Setting up end-to-end stack including various technologies.

Application — NodeJS, mongoDB, Redis, Ansible

Issues building the application — Compatibility with underlying with OS, Version compatibility of the libraries and dependencies, While upgrading components like DB, have to check everytime the underlying infrastructure. Compatibility matrix issue.

Hard to setup new dev environments. Right OS, right version of components Other wise application wont run in different environments.

Developing, building and shipping the applications becomes tough. (Matrix from hell)

Containers are isolated environments can have their own process services, networking interfaces, own mounts like VM but they share the same OS Kernel.
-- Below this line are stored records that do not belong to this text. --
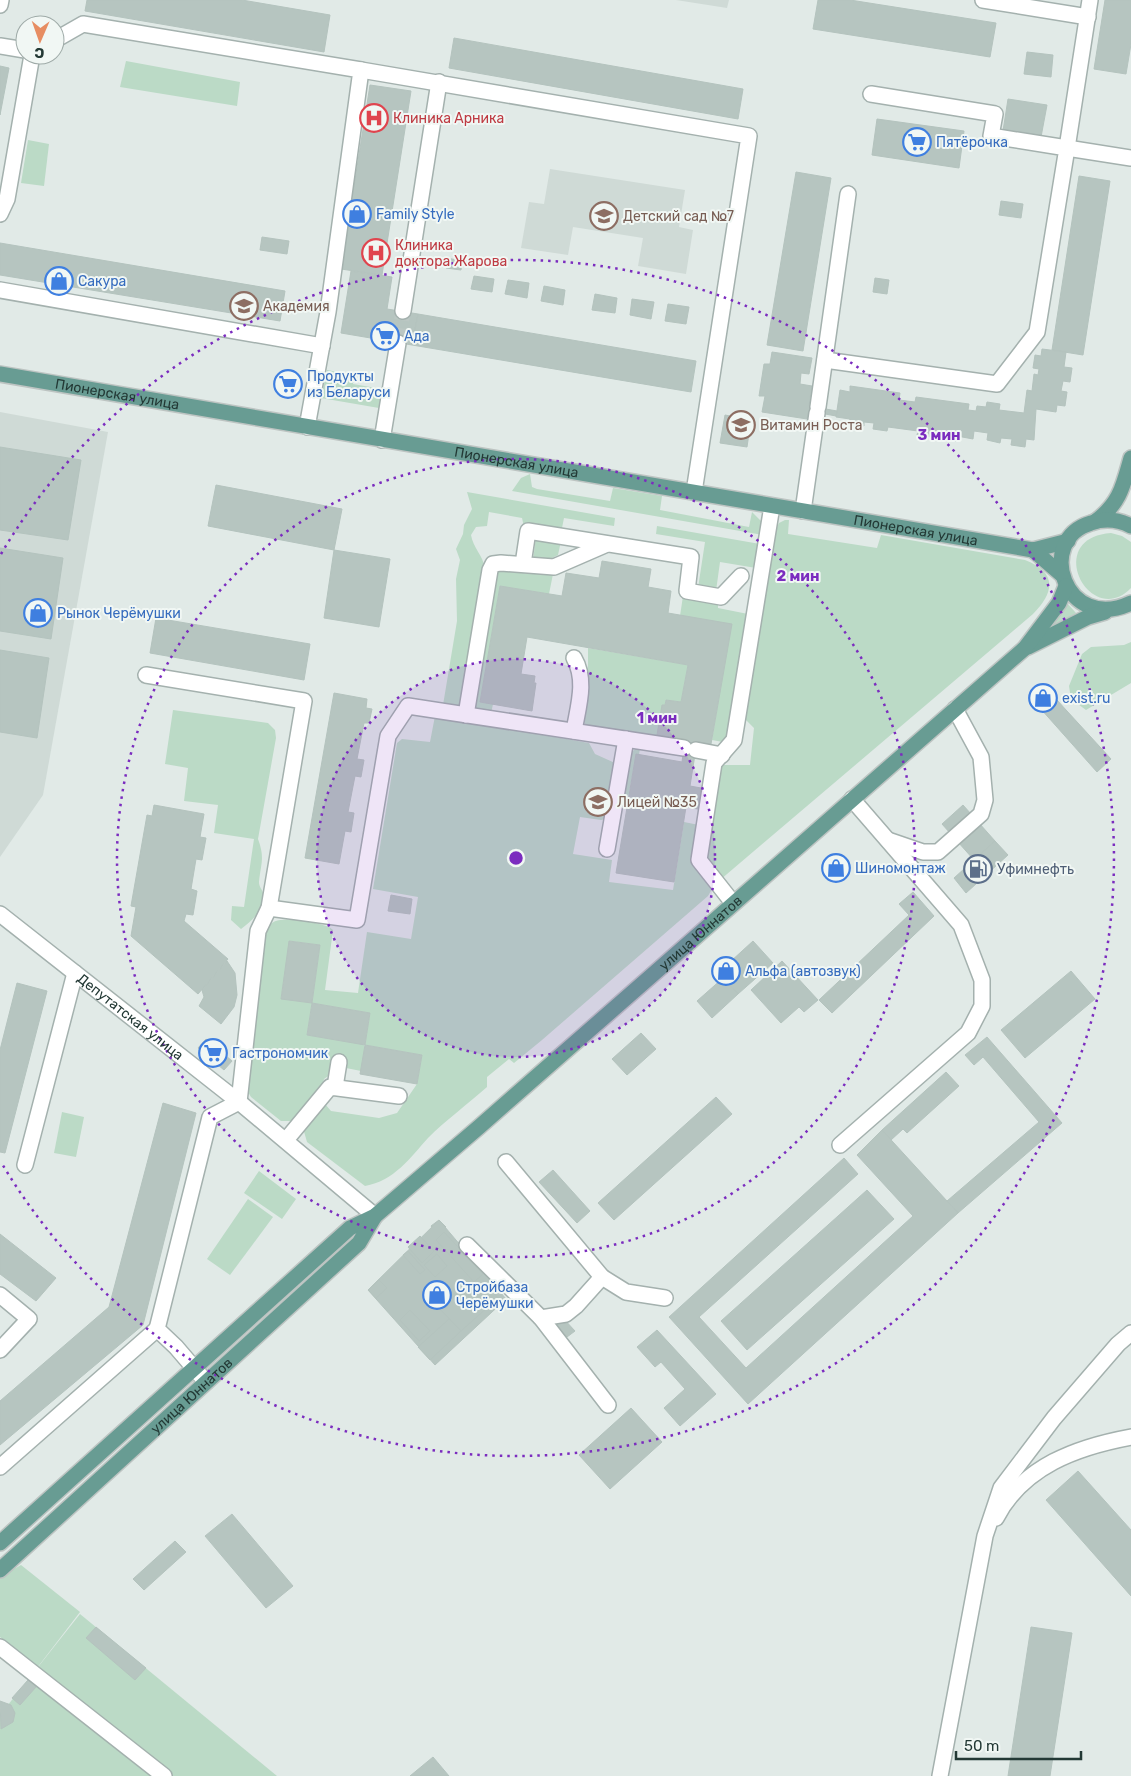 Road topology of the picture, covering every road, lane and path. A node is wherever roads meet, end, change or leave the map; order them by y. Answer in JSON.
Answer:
{"nodes":[{"id":1,"x":1,"y":0,"type":"edge"},
{"id":2,"x":983,"y":0,"type":"edge"},
{"id":3,"x":1090,"y":0,"type":"edge"},
{"id":4,"x":0,"y":5,"type":"edge"},
{"id":5,"x":1088,"y":18,"type":"junction"},
{"id":6,"x":65,"y":34,"type":"edge"},
{"id":7,"x":0,"y":46,"type":"edge"},
{"id":8,"x":15,"y":48,"type":"edge"},
{"id":9,"x":30,"y":65,"type":"edge"},
{"id":10,"x":361,"y":70,"type":"junction"},
{"id":11,"x":439,"y":82,"type":"junction"},
{"id":12,"x":871,"y":94,"type":"dead end"},
{"id":13,"x":1067,"y":148,"type":"junction"},
{"id":14,"x":1131,"y":158,"type":"edge"},
{"id":15,"x":848,"y":194,"type":"dead end"},
{"id":16,"x":0,"y":214,"type":"edge"},
{"id":17,"x":0,"y":290,"type":"edge"},
{"id":18,"x":403,"y":311,"type":"tunnel mouth"},
{"id":19,"x":398,"y":343,"type":"tunnel mouth"},
{"id":20,"x":322,"y":346,"type":"junction"},
{"id":21,"x":825,"y":360,"type":"junction"},
{"id":22,"x":0,"y":374,"type":"edge"},
{"id":23,"x":307,"y":427,"type":"junction"},
{"id":24,"x":382,"y":440,"type":"junction"},
{"id":25,"x":1131,"y":458,"type":"edge"},
{"id":26,"x":694,"y":492,"type":"junction"},
{"id":27,"x":772,"y":506,"type":"junction"},
{"id":28,"x":803,"y":511,"type":"junction"},
{"id":29,"x":1096,"y":521,"type":"junction"},
{"id":30,"x":1131,"y":526,"type":"edge"},
{"id":31,"x":1068,"y":540,"type":"junction"},
{"id":32,"x":607,"y":544,"type":"junction"},
{"id":33,"x":1033,"y":550,"type":"junction"},
{"id":34,"x":523,"y":564,"type":"junction"},
{"id":35,"x":741,"y":576,"type":"dead end"},
{"id":36,"x":1064,"y":580,"type":"junction"},
{"id":37,"x":1131,"y":603,"type":"edge"},
{"id":38,"x":1110,"y":610,"type":"junction"},
{"id":39,"x":1025,"y":648,"type":"junction"},
{"id":40,"x":574,"y":658,"type":"dead end"},
{"id":41,"x":146,"y":675,"type":"dead end"},
{"id":42,"x":955,"y":710,"type":"junction"},
{"id":43,"x":466,"y":715,"type":"junction"},
{"id":44,"x":574,"y":731,"type":"junction"},
{"id":45,"x":626,"y":739,"type":"junction"},
{"id":46,"x":722,"y":755,"type":"junction"},
{"id":47,"x":852,"y":799,"type":"junction"},
{"id":48,"x":887,"y":840,"type":"junction"},
{"id":49,"x":607,"y":849,"type":"dead end"},
{"id":50,"x":733,"y":903,"type":"junction"},
{"id":51,"x":268,"y":908,"type":"junction"},
{"id":52,"x":0,"y":914,"type":"edge"},
{"id":53,"x":75,"y":973,"type":"junction"},
{"id":54,"x":339,"y":1062,"type":"dead end"},
{"id":55,"x":335,"y":1087,"type":"junction"},
{"id":56,"x":398,"y":1096,"type":"dead end"},
{"id":57,"x":239,"y":1102,"type":"junction"},
{"id":58,"x":286,"y":1140,"type":"junction"},
{"id":59,"x":840,"y":1145,"type":"dead end"},
{"id":60,"x":506,"y":1162,"type":"dead end"},
{"id":61,"x":25,"y":1165,"type":"dead end"},
{"id":62,"x":375,"y":1216,"type":"junction"},
{"id":63,"x":467,"y":1245,"type":"dead end"},
{"id":64,"x":602,"y":1277,"type":"junction"},
{"id":65,"x":0,"y":1295,"type":"edge"},
{"id":66,"x":665,"y":1298,"type":"dead end"},
{"id":67,"x":541,"y":1318,"type":"junction"},
{"id":68,"x":157,"y":1329,"type":"junction"},
{"id":69,"x":1131,"y":1333,"type":"edge"},
{"id":70,"x":0,"y":1350,"type":"edge"},
{"id":71,"x":194,"y":1368,"type":"junction"},
{"id":72,"x":206,"y":1382,"type":"junction"},
{"id":73,"x":608,"y":1405,"type":"dead end"},
{"id":74,"x":1131,"y":1438,"type":"edge"},
{"id":75,"x":0,"y":1467,"type":"edge"},
{"id":76,"x":985,"y":1539,"type":"junction"},
{"id":77,"x":0,"y":1543,"type":"edge"},
{"id":78,"x":0,"y":1570,"type":"edge"},
{"id":79,"x":0,"y":1647,"type":"edge"},
{"id":80,"x":164,"y":1776,"type":"edge"},
{"id":81,"x":940,"y":1776,"type":"edge"}],
"edges":[{"from":1,"to":4,"type":"street"},
{"from":2,"to":5,"type":"street"},
{"from":3,"to":5,"type":"street"},
{"from":5,"to":13,"type":"street"},
{"from":6,"to":10,"type":"street"},
{"from":7,"to":8,"type":"street"},
{"from":9,"to":16,"type":"street"},
{"from":10,"to":11,"type":"street"},
{"from":10,"to":20,"type":"street"},
{"from":11,"to":18,"type":"street"},
{"from":11,"to":26,"type":"street"},
{"from":12,"to":13,"type":"street"},
{"from":13,"to":14,"type":"street"},
{"from":13,"to":21,"type":"street"},
{"from":15,"to":21,"type":"street"},
{"from":17,"to":20,"type":"street"},
{"from":19,"to":24,"type":"street"},
{"from":20,"to":23,"type":"street"},
{"from":21,"to":28,"type":"street"},
{"from":22,"to":23,"type":"main road","name":"Пионерская улица"},
{"from":23,"to":24,"type":"main road","name":"Пионерская улица"},
{"from":24,"to":26,"type":"main road","name":"Пионерская улица"},
{"from":25,"to":29,"type":"main road"},
{"from":26,"to":27,"type":"main road","name":"Пионерская улица"},
{"from":27,"to":28,"type":"main road","name":"Пионерская улица"},
{"from":27,"to":46,"type":"street"},
{"from":28,"to":33,"type":"main road","name":"Пионерская улица"},
{"from":29,"to":30,"type":"main road"},
{"from":29,"to":31,"type":"main road"},
{"from":31,"to":33,"type":"main road","name":"Пионерская улица"},
{"from":31,"to":36,"type":"main road","name":"улица Юннатов"},
{"from":32,"to":34,"type":"street"},
{"from":32,"to":34,"type":"street"},
{"from":32,"to":35,"type":"street"},
{"from":33,"to":36,"type":"main road"},
{"from":34,"to":43,"type":"street"},
{"from":36,"to":38,"type":"main road"},
{"from":36,"to":39,"type":"main road","name":"улица Юннатов"},
{"from":37,"to":38,"type":"main road","name":"улица Юннатов"},
{"from":38,"to":39,"type":"main road","name":"улица Юннатов"},
{"from":39,"to":42,"type":"main road","name":"улица Юннатов"},
{"from":40,"to":44,"type":"street"},
{"from":41,"to":51,"type":"street"},
{"from":42,"to":47,"type":"main road","name":"улица Юннатов"},
{"from":42,"to":48,"type":"street"},
{"from":43,"to":44,"type":"street"},
{"from":43,"to":51,"type":"street"},
{"from":44,"to":45,"type":"street"},
{"from":45,"to":46,"type":"street"},
{"from":45,"to":49,"type":"street"},
{"from":46,"to":50,"type":"street"},
{"from":47,"to":48,"type":"street"},
{"from":47,"to":50,"type":"main road","name":"улица Юннатов"},
{"from":48,"to":59,"type":"street"},
{"from":50,"to":62,"type":"main road","name":"улица Юннатов"},
{"from":51,"to":57,"type":"street"},
{"from":52,"to":53,"type":"street","name":"Депутатская улица"},
{"from":53,"to":57,"type":"street","name":"Депутатская улица"},
{"from":53,"to":61,"type":"street"},
{"from":54,"to":55,"type":"street"},
{"from":55,"to":56,"type":"street"},
{"from":55,"to":58,"type":"street"},
{"from":57,"to":58,"type":"street","name":"Депутатская улица"},
{"from":57,"to":68,"type":"street"},
{"from":58,"to":62,"type":"street","name":"Депутатская улица"},
{"from":60,"to":64,"type":"street"},
{"from":62,"to":71,"type":"main road","name":"улица Юннатов"},
{"from":62,"to":72,"type":"main road","name":"улица Юннатов"},
{"from":63,"to":67,"type":"street"},
{"from":64,"to":66,"type":"street"},
{"from":64,"to":67,"type":"street"},
{"from":65,"to":70,"type":"street"},
{"from":67,"to":73,"type":"street"},
{"from":68,"to":71,"type":"street"},
{"from":68,"to":75,"type":"street"},
{"from":69,"to":76,"type":"street"},
{"from":71,"to":72,"type":"street"},
{"from":71,"to":77,"type":"main road","name":"улица Юннатов"},
{"from":72,"to":78,"type":"main road","name":"улица Юннатов"},
{"from":74,"to":76,"type":"street"},
{"from":76,"to":81,"type":"street"},
{"from":79,"to":80,"type":"street"}]}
OS consists of set of software and OS kernel. Kernel interacts with underlying hardware Linux kernel -> Fedora, Ubuntu

Software may consist of different user interface , drivers, compilers, file managers, dev tools etc.

A Docker image is an immutable (unchangeable) file that contains the source code, libraries, dependencies, tools, and other files needed for an application to run. Due to their read-only quality, these images are sometimes referred to as snapshots. They represent an application and its virtual environment at a specific point in time. Images are, in a way, just templates, you cannot start or run them. What you can do is use that template as a base to build a container.

A Docker container is a virtualized run-time environment where users can isolate applications from the underlying system. Dockers are runnable instances of image.

It resolves Compatibility matrix issue.

Docker resolving the Compatibility matrix Issue. Each set of software along with its libraries and dependencies will come along in a single docker image.

Docker is light weight as more resources are shared between the containers, for example, kernels.

Docker does depends on the underlying OS and hardware unlike VM. Applications in containerised version available in Dockerhub — Images of OS, DBs and services.

Install Docker and import image and run the instance of component version on Docker host. Run multiple instances of a component having different version and use a load balancer.

Containers running instances of images that are isolated and they have their own environment and set of processes. Software application products are Dockerised in DockerHub.

Each version of NodeJs has separate docker image. Version upgradation becomes easier.

Kubernetes — The Docker Orchestrator

With Docker we can run the single instance of application with Docker run command.

If the users increase and if the instance of node is not able to handle the load, then we deploy additional instances of our application manually and monitor their health and if the container fails because of instance failure we have to detect that and run another instance of application(node js).

Health of the Docker host — If the host crashes the containers hosted on that host becomes inaccessible too.

Orchestration — To monitor the state, performance and health of the containers, engineers are needed. Large applications with 1000s of containers, what should be the practical approach.

We need container orchestration. It is set of tools and scripts that can host containers in a production environment. It has multiple Docker hosts that can host several containers. It allows you to deploy 100s instances of your application.

Some orchestration solutions can help you scale up/down hosts as well as containers depending on the users. Apart from clustering and scaling, It supports advanced networking between this containers across different hosts, load balancing user request across different hosts, sharing storage between the hosts.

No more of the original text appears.